じいちゃんに頼まれた用事の帰りに鎮守の森の脇を通ると、奥に続く石段から見覚えのある男が降りてきた。

ここは、町の外れの古びた神社。それを覆うように鬱蒼とした鎮守の森が広がっている。

狐ヶ塚に戻ってきたばかりの頃、興味本位に森の奥まで足を運び、そこのヌシらしい神さんに出会ったことがあった。

男の顔にムカデのような身体。よく見るといくつもある脚は全て手の形をしている。胴についている赤い布切れが靡(なび)くたび、じゃわじゃわと音を立てた。町にいる神さんとは違う、今までに見たことがない禍々しい姿のヌシはじっと俺を見ていた。

「神さんと目を合わせるな」かつて聞いた父の声が頭をよぎった時には、もう目を合わせてしまっていた。俺はヌシから目を逸らさずにゆっくりと後退りをした。瞬きすら許されない、だらりと冷たい汗が流れた。

だが、ヌシは急に興味を失ったかのように顔を背け、そのまま奥へと消えていった。俺の膝はずっと震えていた。

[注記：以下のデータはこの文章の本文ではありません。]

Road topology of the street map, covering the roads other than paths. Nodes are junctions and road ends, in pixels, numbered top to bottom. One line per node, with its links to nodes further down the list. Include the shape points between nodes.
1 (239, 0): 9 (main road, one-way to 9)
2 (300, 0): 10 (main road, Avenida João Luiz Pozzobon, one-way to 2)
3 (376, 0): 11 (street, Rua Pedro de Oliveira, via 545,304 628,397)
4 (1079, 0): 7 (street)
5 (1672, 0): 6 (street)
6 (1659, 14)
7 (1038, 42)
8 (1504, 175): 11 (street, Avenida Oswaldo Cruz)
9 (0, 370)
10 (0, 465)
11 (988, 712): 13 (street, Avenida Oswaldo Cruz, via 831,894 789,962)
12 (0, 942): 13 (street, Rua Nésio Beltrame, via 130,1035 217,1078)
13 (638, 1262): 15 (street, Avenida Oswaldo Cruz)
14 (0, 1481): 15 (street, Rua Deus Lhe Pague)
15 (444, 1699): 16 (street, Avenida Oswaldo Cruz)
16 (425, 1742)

後になって、そこは狐ヶ塚の「禁足地」だと教えてもらった。あれから一度も鎮守の森には入っていない。

 

「夕!?」

「おー、妖平じゃん」

いつもと変わらない彼だが、手に重そうなナイロン袋を下げている。

「うわっ…何これ…」

ニヤリとして見せてくれた袋の中は白い猿の頭だった。歯を剥き出しにして白く濁った目が空を睨んでいる。

「本物?」

「そう、ヒヒ神」

野生の猿はたまに見かけるが、それよりも大きく、血まみれの牙も立派だ。

「それ…どうしたの?」

「拾った。奥で」

「もしかして、奥にいるヌシがやったの?」

「ヌシ? 知らねーけど、よく落ちてるよ」

夕は禁足地のことを知らないのか? なぜここにいるのか? 聞きたいことは山ほどある。でも、彼は俺が疑問を口にするのを遮るように

「この先で貞作さんが野焼きしてるじゃん、一緒に焼いてもらおうと思って」

と言った。

「いや、神さんなら危ないよ、俺がちゃんとやっとくから」

「そうなの?」

「神さんは、直接危害を加える事もあるけど、祟ったり障りを起こしたりもするから気をつけて」

前にも夕が神さんを蹴り飛ばしているのを見た。彼は自分の身を守るために呪(まじな)いをかけていると言っていたが、呪(まじな)いだけでは到底敵わない時があることを、俺は知ってる。

「ふーん、じゃあはい。ありがとな」

彼はまるで興味がなさそうに持っていた袋を俺に寄越した。

 

なぜ彼は全く神さんを恐れないのだろうか。

 

第8話 共喰い(トモグイ)終わり

Illustration & Text (C)tsukku

夕くん……⁉︎ なのか?

次回は2月下旬更新予定です。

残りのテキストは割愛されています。